If you study the source code in the pyproject.toml
file you will see that it
includes the following section that specifies different executable tasks like
ruff
. If you are in the intersection
directory that contains the
pyproject.toml
file and the poetry.lock
file, the tasks in this section
make it easy to run commands like poetry run task ruff
to automatically run
the ruff linter designed to check the Python source code in your program and
its test suite to confirm that your source code adheres to the industry-standard.
You can also use the command poetry run task fix
to automatically reformat the
source code. poetry run task ruffdetails
will print out detailed linting errors
that point to exactly what ruff views as a linting error. Make sure to examine
the pyproject.toml
file for other convenient tasks that you can use to both
check and improve your project!
Along with running tasks like poetry run task ruff
, you can run the command
gatorgrade --config config/gatorgrade.yml
to check your work. If your work
meets the baseline requirements and adheres to the best practices that proactive
programmers adopt you will see that all the checks pass when you run
gatorgrade
. You can study the config/gatorgrade.yml
file in your repository
to learn how the :material-github:
GatorGrade program runs
:material-github: GatorGrader to
automatically check your program and technical writing. If your program has all
of the anticipated functionality, you can run the command poetry run task test
and see that the test suite produces output like the following. Can you add
comments to the test suite to explain how the test cases work?
collected 4 items
tests/test_intersection.py .......
This project comes with other tasks that you can run once you have used Poetry
to install all of the dependencies. For instance, You
can also run commands like poetry run task mypy
to check the program's use of
data types and poetry run task markdownlint
to ensure that your source code
and writing adhere to other established conventions.

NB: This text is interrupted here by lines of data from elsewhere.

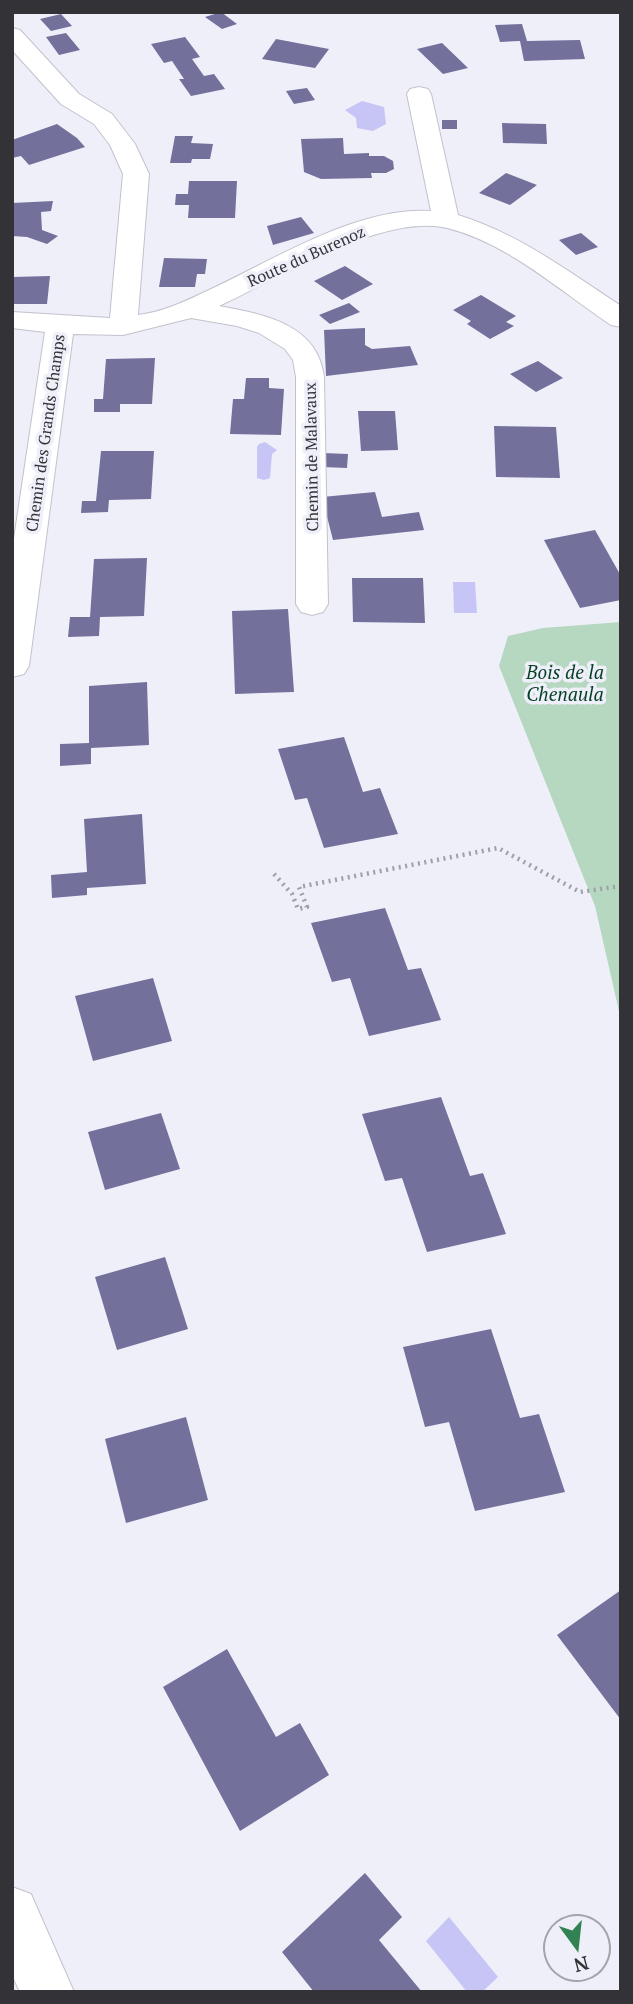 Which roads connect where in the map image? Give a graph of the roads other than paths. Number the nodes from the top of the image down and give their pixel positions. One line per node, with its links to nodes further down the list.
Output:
1 (12, 35): 8 (street)
2 (419, 94): 3 (street)
3 (446, 219): 4 (street, Route du Burenoz); 5 (street, Route du Burenoz)
4 (189, 309): 8 (street, Route du Burenoz); 9 (street, Chemin de Malavaux)
5 (621, 319)
6 (12, 320): 7 (street, Route du Burenoz)
7 (60, 325): 8 (street, Route du Burenoz); 10 (street, Chemin des Grands Champs)
8 (123, 327)
9 (312, 604)
10 (12, 666)
11 (12, 1913): 12 (street)
12 (47, 1992) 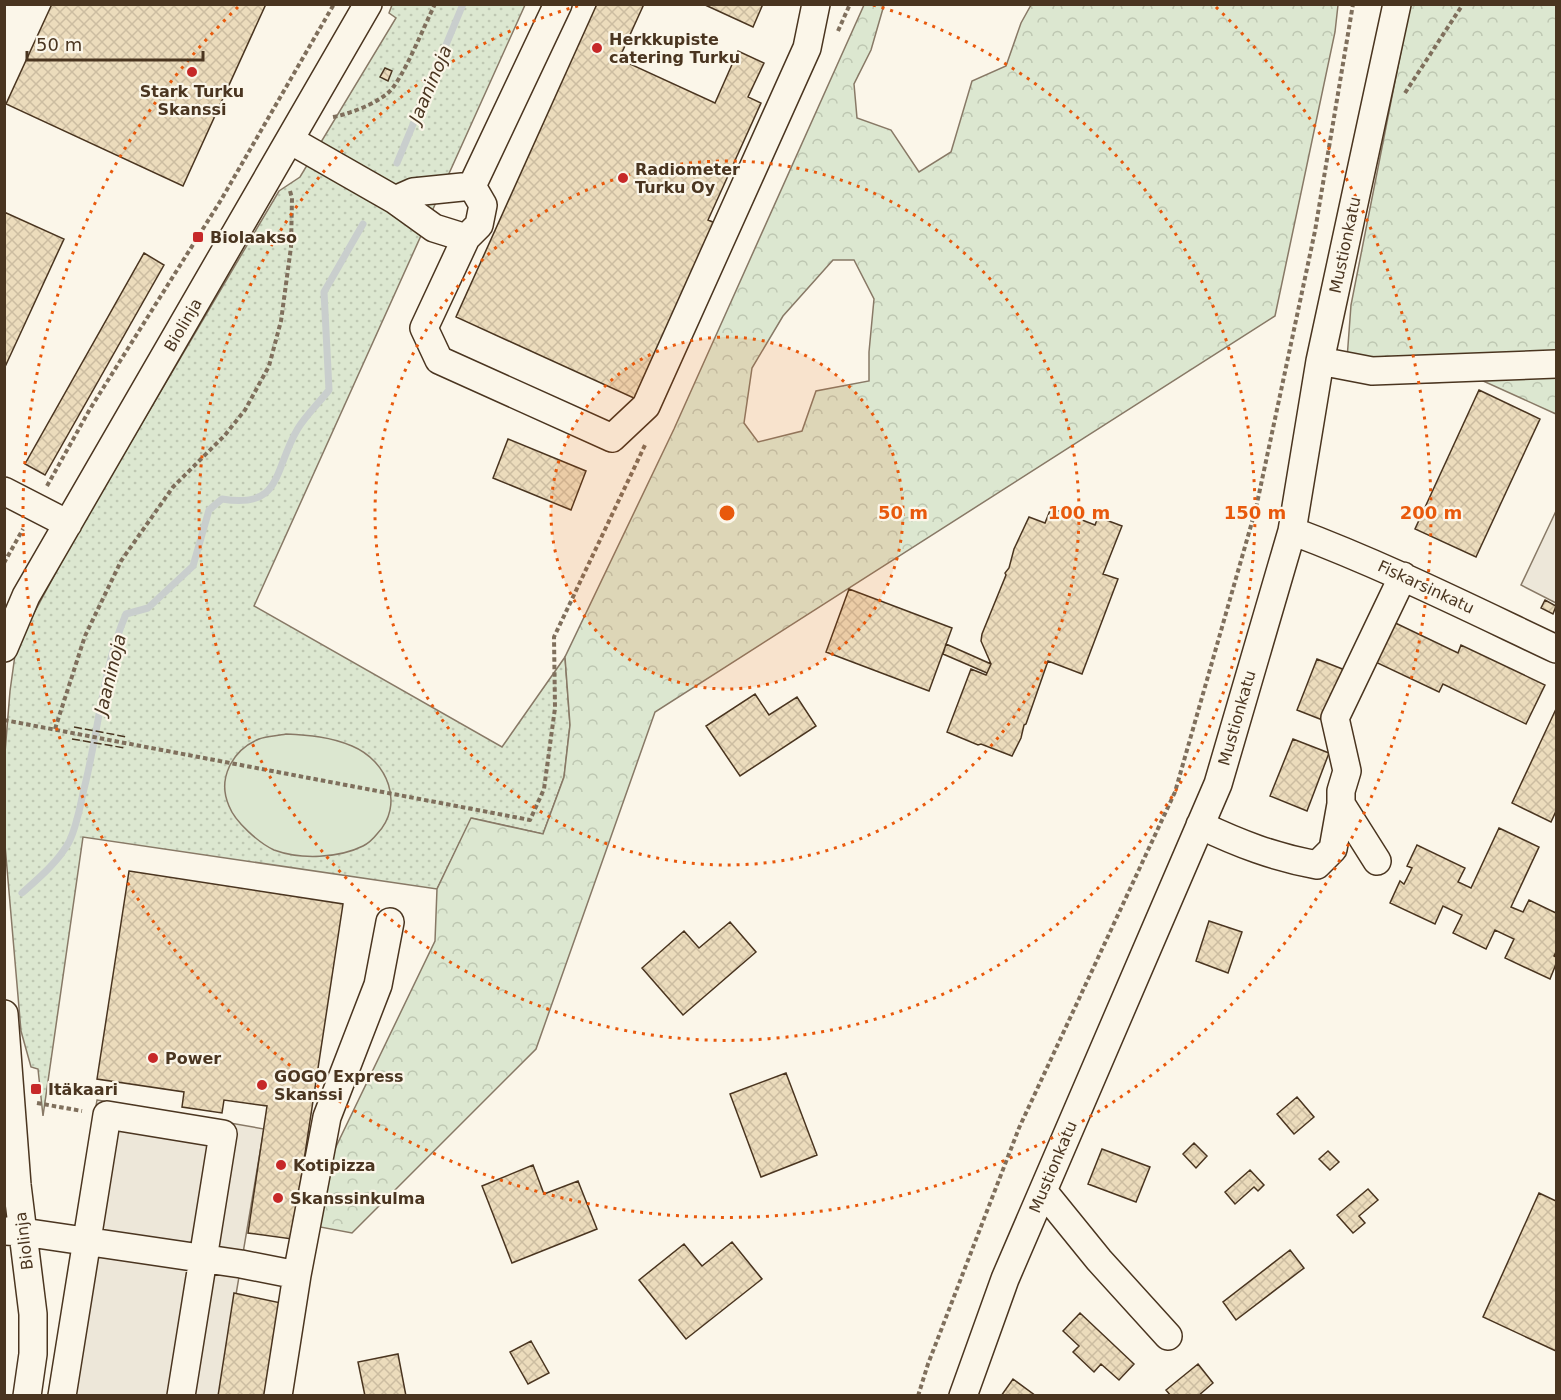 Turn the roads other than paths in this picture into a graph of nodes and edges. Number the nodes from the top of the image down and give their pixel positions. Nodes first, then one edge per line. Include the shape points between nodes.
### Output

Don't forget that when you commit source code or technical writing to your GitHub repository for this project, it will trigger the run of a GitHub Actions workflow. If you are a student at Allegheny College, then running this workflow consumes build minutes for the course's organization! As such, you should only commit to your repository once you have made substantive changes to your project and you are ready to confirm its correctness. Before you commit to your GitHub repository, you can still run checks on your own computer by using Poetry and GatorGrader.
Once you have finished both of the previous technical tasks, you can use a text
editor to answer all of the questions in the writing/reflection.md
file. For
instance, you should provide the output of the Python program in a fenced code
block, explain the meaning of the Python source code segments that you
implemented, and answer all of the other questions about your experiences in
completing this project. A specific goal of the reflection for this project is
to evaluate the efficiency of the different algorithms and data containers
implemented as part of the intersection
program. When you are writing your
performance evaluation make sure that you both explain what performance trends
are evident and why you think the algorithms yield these trends. Finally, you
should reflect on how the experimental evaluation of a program's performance is
more nuanced than you might have initially expected before starting to work on
this project.
Since this project is an engineering effort, it is aligned with the evaluating and creating levels of Bloom's taxonomy. You can learn more about how a proactive programming expert will assess your work by examining the assessment strategy. From the start to the end of this project you may make an unlimited number of reattempts at submitting source code and technical writing that meet all aspects of the project's specification.